Although the "8 hours" rule isn't right for everyone, 7 hours a night are recommended for most adults. If you stay up late, be prepared for some consequences. You will be groggier and less alert. It may take you longer to read and write class material, and you may have difficulty remembering what you studied. Your ability to solve problems will be impacted, as well as your metabolism, appetite, blood pressure, and mood. Insufficient sleep can specifically lead to one or more of the following problems:

  • Anxiety: People who get less than a full night's sleep feel more stressed, angry, sad and mentally exhausted. This pattern can lead to increased anxiety.
  • Cognitive difficulties: Insufficient sleep can cause deficits in attention, concentration, and critical thinking.
  • Depression: Sleep difficulties such as insomnia or excessiveness sleepiness, may be signs of depression.
  • Reduced physical health: Inadequate sleep can lead to a weakened immune system, and put you at risk for health related problems.

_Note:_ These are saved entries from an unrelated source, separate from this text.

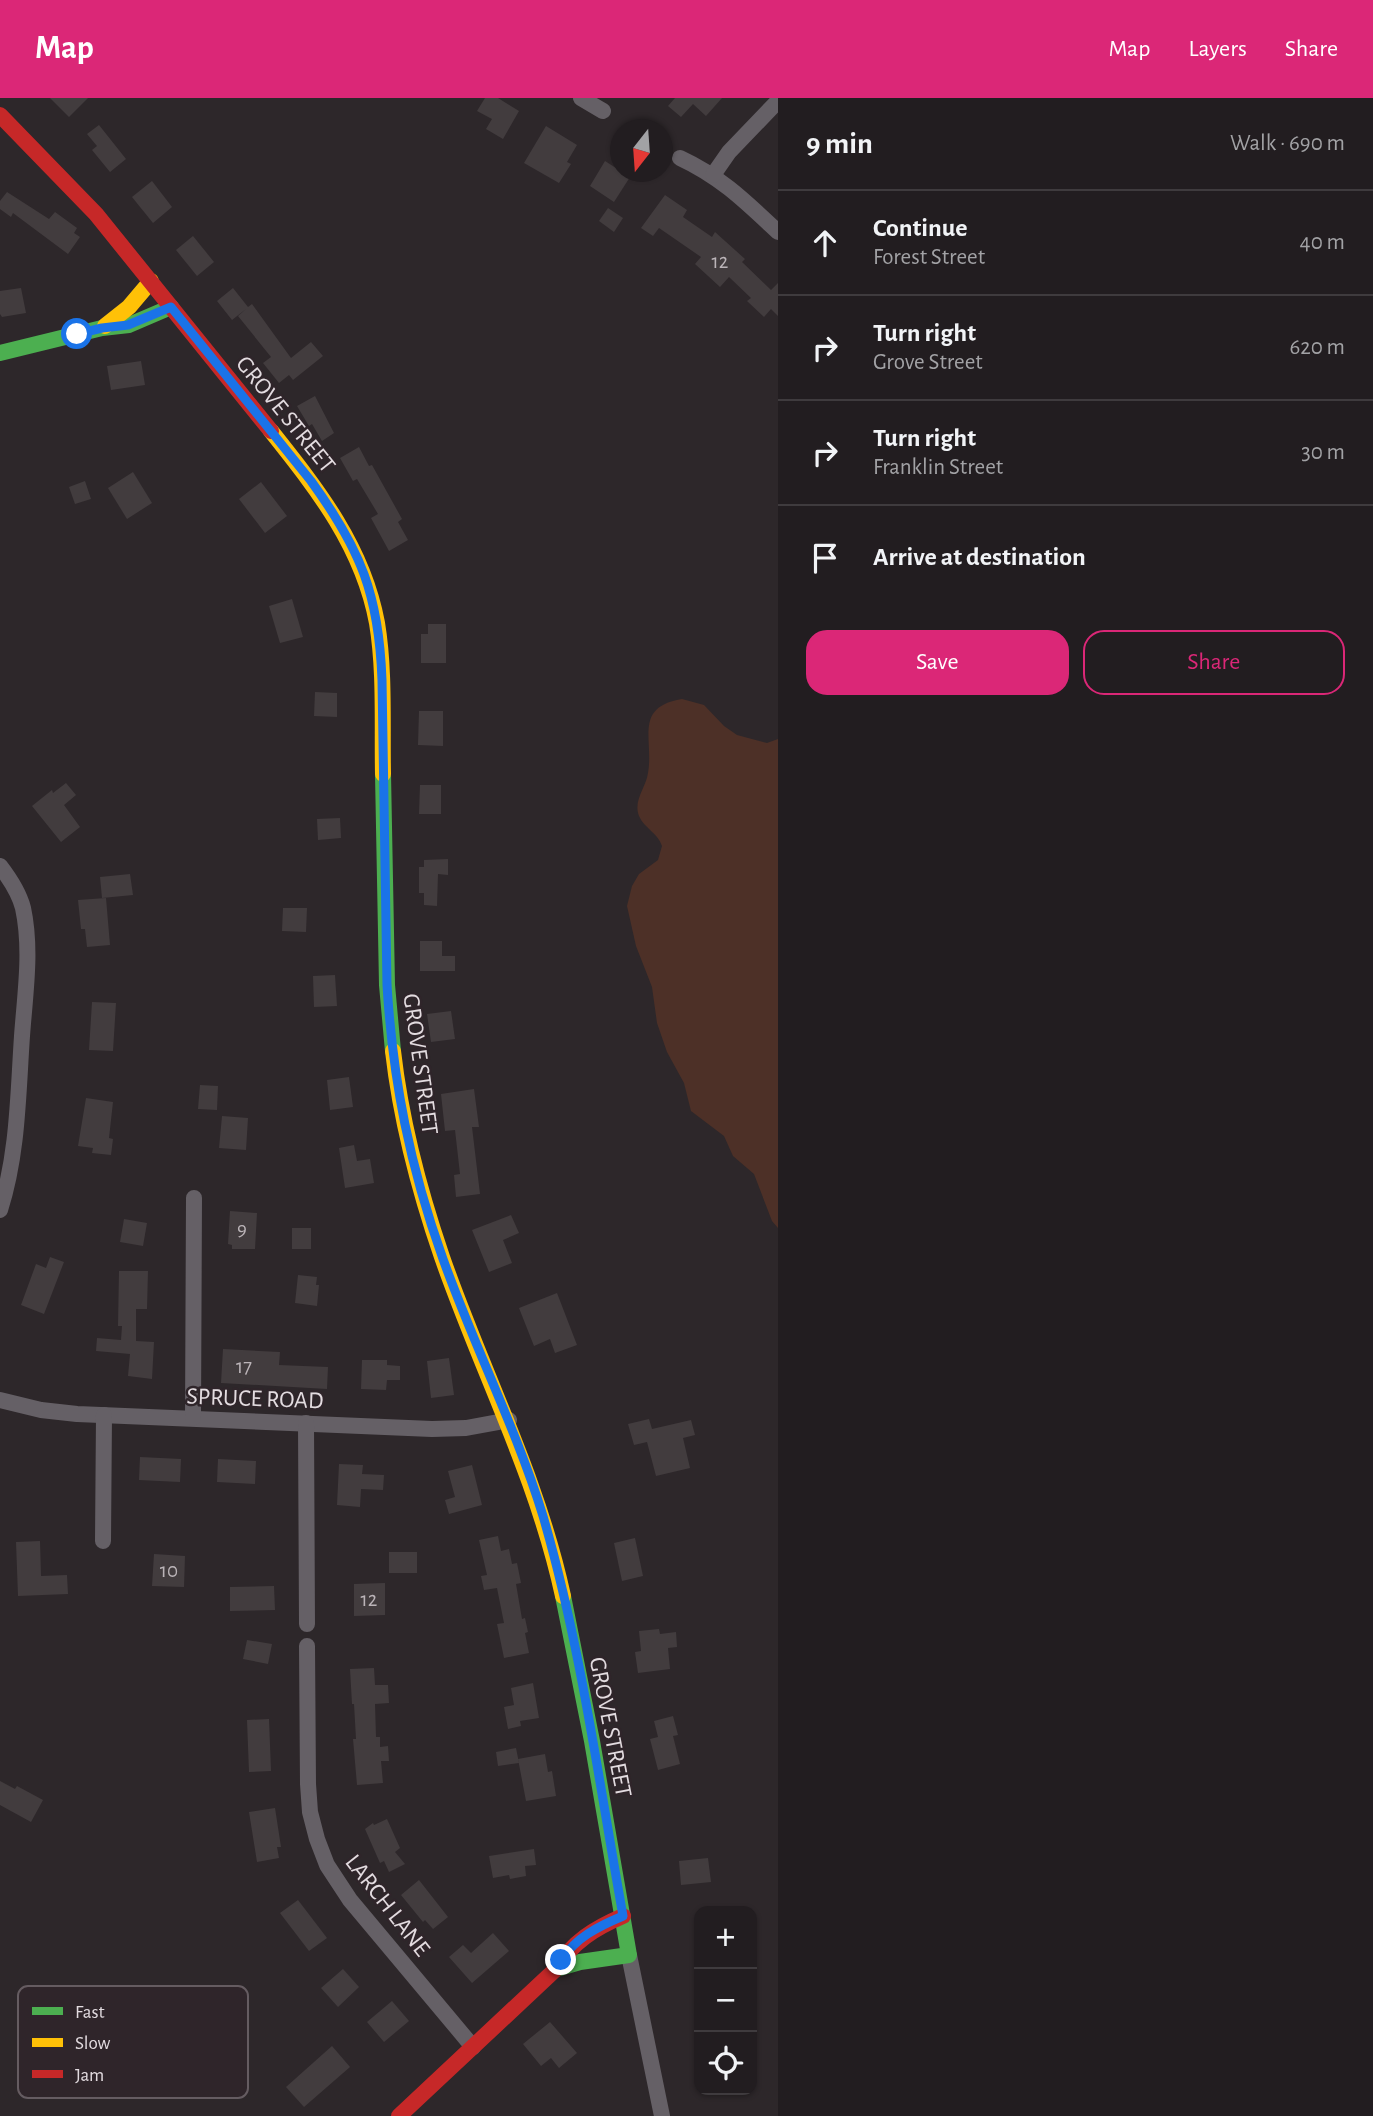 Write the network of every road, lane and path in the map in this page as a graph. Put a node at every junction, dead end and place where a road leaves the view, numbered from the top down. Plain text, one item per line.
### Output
1 (581, 98) edge
2 (778, 101) edge
3 (603, 111) dead end
4 (0, 115) edge
5 (680, 158) dead end
6 (713, 175) junction
7 (778, 232) edge
8 (151, 281) junction
9 (171, 307) junction
10 (102, 328) junction
11 (0, 353) edge
12 (0, 866) edge
13 (194, 1198) dead end
14 (0, 1210) edge
15 (0, 1400) edge
16 (104, 1415) junction
17 (193, 1418) junction
18 (509, 1420) junction
19 (306, 1423) junction
20 (103, 1541) dead end
21 (307, 1624) dead end
22 (307, 1646) dead end
23 (623, 1916) junction
24 (629, 1955) junction
25 (556, 1969) junction
26 (473, 2047) junction
27 (399, 2116) edge
28 (662, 2116) edge

1 - 3 street
2 - 6 street
4 - 8 main road, GROVE STREET
5 - 6 street
6 - 7 street
8 - 9 main road, GROVE STREET
8 - 10 main road
9 - 10 main road
9 - 18 main road, GROVE STREET
10 - 11 main road
12 - 14 street
13 - 17 street
15 - 16 street, SPRUCE ROAD
16 - 17 street, SPRUCE ROAD
16 - 20 street
17 - 19 street, SPRUCE ROAD
18 - 19 street, SPRUCE ROAD
18 - 23 main road, GROVE STREET
19 - 21 street
22 - 26 street, LARCH LANE
23 - 24 main road, GROVE STREET
23 - 25 main road
24 - 25 main road
24 - 28 street, GROVE STREET
25 - 26 main road
26 - 27 main road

These symptoms are present after several missed hours of sleep and tend to get worse the longer you stay up.

What You Can Do If You Have Trouble Sleeping

Of course, sometimes there are the nights that, even when you make enough time, you just can't fall asleep. You toss and turn, calculating how much sleep you would get if you could just fall asleep right then. Your difficulty falling asleep could be due to many reasons: stress, anxiety, insomnia, substance use, caffeine, a new environment, noisy roommates, etc. Thankfully, there are things you can do to try to fall asleep and sleep more soundly:

  • Develop a routine! Spend time doing the same thing before bed each night. This will prepare you for sleep. Give yourself about 30 minutes to get ready. Avoid working right up until you go to bed.
  • Be consistent! Train your body to sleep at night by going to bed at the same time every day including weekends. It might be rough at first but it will be worth it after 2-3 weeks.
  • Avoid worrying in bed. Try journaling to help store your thoughts.
  • Make sure that your bedroom is as quiet and dark as possible. Use earplugs, a fan, or white noise (simplynoise.com) to mask noises that may interfere with your sleep.
  • Avoid or limit your use of caffeine and alcohol, especially in the evening.
  • Nothing too stimulating before bed. Exercise is great for regulating sleep but don't exercise within two hours of falling asleep. No TV, computer, or electronic use 30 minutes before bed.
  • Practice relaxation skills that assist you in managing stress and decreasing physical symptoms of anxiety (e.g. yoga, diaphragmatic breathing, progressive muscle relaxation, etc.)
  • Satisfy your appetite. Avoid eating a huge, heavy meal before bed but make sure not to go to bed hungry.
  • Prepare for the next morning by having your clothes picked out and your books together for the next day. This will save a lot of time and you will not be rushed in the morning.
  • Stay cool! Try and keep the temperature in the bedroom around 70°F.
  • Keep your cell phone turned off while you sleep. Use a clock instead.
  • Don't drink a lot of fluids within 2 hours of bedtime.
  • Take a hot bath or shower before bedtime.
  • Exercise regularly and during the day (late afternoon, before dinner is good).
  • Reduce non-sleep activities in bed (eating, studying, using the computer) to strengthen the association between your bed and sleeping.
  • Avoid naps during the day. If you choose to take one, prevent yourself from sleeping longer than 20 minutes. Avoid taking them late in the afternoon.

If you can't fall asleep:

  • Don't try and force it. Don't lay there and worry and stress out about it. You don't want to associate trying to sleep with stress and anxiety. If you can't fall asleep after 20-30 minutes, get out of bed and engage in a relaxing activity for about 30 minutes (e.g. listen to soothing music, drink of cup of decaffeinated tea, enjoyable reading, or a relaxation exercise). No TV!
  • If you cannot sleep, don't worry. Accept that it isn't going to go the way you would like it to and plan to wake up at the normal time and have a normal day. You'll probably be tired, but that will help you get better sleep the next night.
  • Try and reduce worrying and stressing out in bed. If worries and anxiety are preventing you from sleeping, get up and write down what you're thinking in a journal.